Prospects for timely passage of a full 2020 budget for the Department of Energy and other agencies dimmed a little this week, when most Senate Democrats refused to curtail debate on spending legislation that includes funding for President Donald Trump’s proposed southern border wall.
The Senate failed Thursday to invoke cloture on a basket of budget bills, including DOE and Pentagon spending measures, by a vote of 51-41. The motion needed 60 votes to pass, which would have required significant buy-in from Democrats. Only two, Sens. Doug Jones (D-Ala.) and Gary Peters (D-Mich.), voted in favor of cloture.
Senate Majority Leader Mitch McConnell (R-Ky.) subsequently filed a motion to reconsider the cloture vote and send the bill toward a floor vote.
Three weeks now remain before federal funding lapses at the end of a continuing resolution that has kept the government running in the absence of signed appropriations bills after the Oct. 1 start of the 2020 fiscal year.
Two Capitol Hill sources on Thursday told Weapons Complex Monitor‘s affiliate publication Defense Daily that meetings between congressional leaders and the White House appear to be making headway on the outstanding spending bills.
However, Senate Appropriations Committee Chairman Richard Shelby (R-Ala.) has told reporters the Senate might have to extend 2019 budgets into the spring with another continuing resolution. The current stopgap bill runs out Nov. 21.
At 2019 levels, the Office of Environmental Management would get $7.2 billion at an annualized rate.
A couple sources in the Energy Department nuclear cleanup community said recently they expect another continuing resolution to carry the DOE Office of Environmental Management and other federal entities into January.
The House of Representatives in June passed a fiscal 2020 spending “minibus” package that includes funding for the Energy Department, Nuclear Regulatory Commission, and the Pentagon. It keeps the DOE nuclear cleanup office funded roughly at the fiscal 2019 level of $7.2 billion.
The Senate Appropriations Committee in September approved a fiscal 2020 energy and water bill that would increase money for DOE environmental remediation to almost $7.5 billion. That measure has yet to be approved by the full Senate, however. The main difference with the House-passed bill is the additional $470 million in combined funding for the two DOE offices at the Hanford Site in Washington state.
The full Senate on Thursday did pass its first appropriation package for fiscal 2020, covering departments such as Agriculture, Interior, and Transportation.
Skinny NDAA Allows Starts on New DOE Defense Nuclear Programs
A backup defense authorization bill rolled out this week by Senate Armed Services Committee Chairman James Inhofe (R-Okla.) would authorize 2020 Department of Energy defense-nuclear spending and explicitly authorize starts for several new programs.

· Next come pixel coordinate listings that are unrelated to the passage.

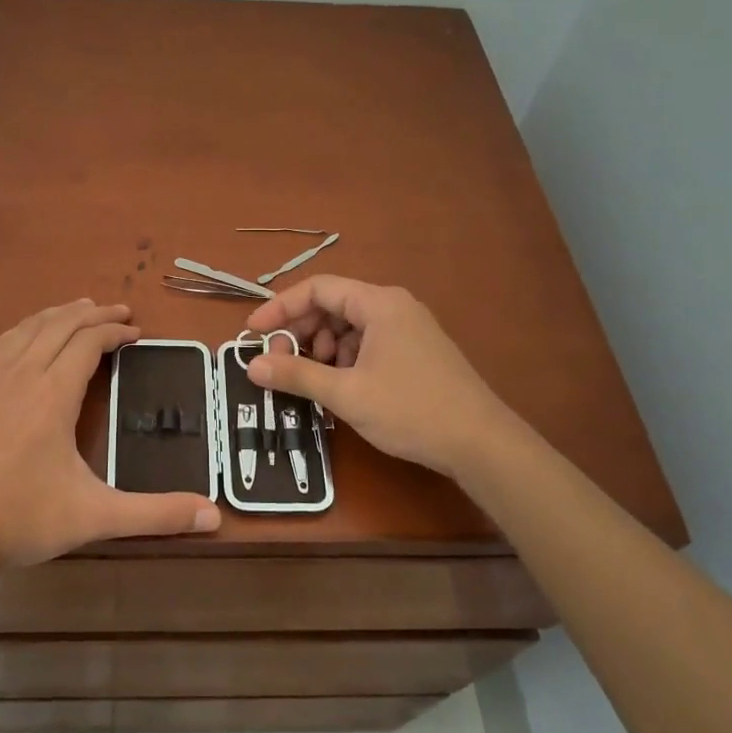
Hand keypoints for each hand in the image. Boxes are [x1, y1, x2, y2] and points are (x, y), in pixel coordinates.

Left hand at [0, 300, 219, 583]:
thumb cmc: (22, 519)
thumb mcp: (95, 516)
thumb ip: (155, 514)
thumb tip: (213, 516)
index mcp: (52, 393)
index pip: (88, 343)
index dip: (115, 332)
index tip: (136, 333)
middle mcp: (20, 375)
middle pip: (59, 326)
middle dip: (92, 314)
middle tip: (118, 312)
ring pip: (27, 329)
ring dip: (57, 315)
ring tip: (77, 310)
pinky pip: (0, 344)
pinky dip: (23, 329)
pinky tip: (25, 337)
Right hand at [245, 277, 515, 478]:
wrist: (480, 443)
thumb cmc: (411, 410)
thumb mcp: (346, 393)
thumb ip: (296, 374)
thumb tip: (251, 365)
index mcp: (378, 304)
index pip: (317, 289)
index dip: (280, 307)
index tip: (253, 333)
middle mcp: (394, 306)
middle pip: (333, 306)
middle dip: (301, 331)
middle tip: (281, 362)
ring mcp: (408, 329)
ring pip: (349, 326)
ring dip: (323, 348)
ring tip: (316, 378)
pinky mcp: (415, 351)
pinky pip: (368, 342)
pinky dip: (346, 359)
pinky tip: (343, 385)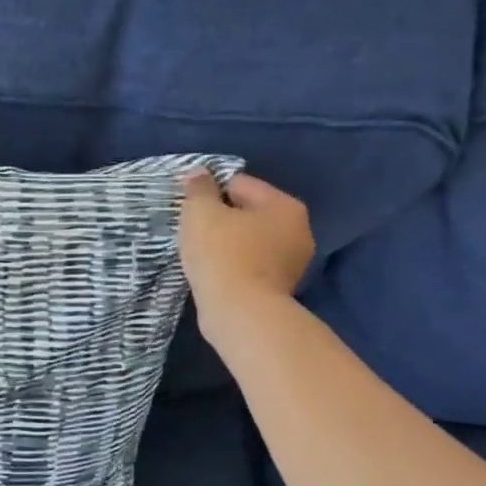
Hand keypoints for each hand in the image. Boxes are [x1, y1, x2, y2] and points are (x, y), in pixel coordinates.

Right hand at [179, 170, 315, 343]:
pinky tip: (212, 272)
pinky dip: (231, 265)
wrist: (240, 313)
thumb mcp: (201, 212)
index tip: (188, 207)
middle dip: (219, 218)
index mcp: (285, 206)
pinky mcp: (279, 288)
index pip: (239, 184)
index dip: (209, 191)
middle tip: (191, 230)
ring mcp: (292, 263)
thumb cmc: (222, 254)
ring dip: (224, 243)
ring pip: (247, 240)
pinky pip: (248, 264)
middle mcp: (298, 231)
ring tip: (199, 253)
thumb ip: (198, 188)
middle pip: (246, 212)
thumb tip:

Inhofe lifted the lid on the so-called “skinny” fiscal 2020 National Defense Authorization Act (NDAA) late Tuesday. The measure drops many of the specific policy prescriptions of the larger NDAA in an effort to avoid partisan disagreements that could derail the bill, Inhofe said. To that end, the legislation would extend key military spending authorities — payments for military personnel and funds for overseas war operations — beyond their current sunset date of Dec. 31.
It would also authorize Energy Department appropriations made available under either a permanent 2020 budget, or a continuing resolution enacted to keep funds flowing at 2019 levels after the current stopgap budget expires on Nov. 21.
Aside from authorizing spending on defense nuclear programs generally, the skinny NDAA would:
- Authorize DOE’s Office of Environmental Management to start work on new advanced manufacturing and salt-waste disposal projects at the Savannah River Site in Aiken, S.C., plus authorize work on parts of an on-site waste disposal facility at the Portsmouth Site near Piketon, Ohio, a former uranium enrichment complex.
- Authorize the agency’s semiautonomous National Nuclear Security Administration (NNSA) to expand a facility at the Los Alamos National Laboratory in New Mexico in preparation to begin producing war-usable fissile nuclear-weapon cores, or pits, and to expand part of the Knolls Atomic Power Laboratory in New York state to continue researching nuclear fuel improvements for the Navy.
Democratic lawmakers who lead the House, including Armed Services Committee Chairman Adam Smith (D-Wash.), still say they would prefer to pass a full NDAA. Bicameral conference negotiations over that bill have stalled as Democrats resist Republican efforts to use the Pentagon’s budget to fund construction of the wall.
The Senate Armed Services Committee had not scheduled a vote on the skinny bill at deadline Friday.
Authorizers in both the House and Senate approved a spending cap in the neighborhood of $5.6 billion in their full NDAAs for defense environmental cleanup, which represents the largest chunk of funding for the Office of Environmental Management.
Authorization bills set policy and spending limits for appropriations bills, which are written by separate committees.
Vivienne Machi, staff reporter for Defense Daily, contributed to this report from Washington.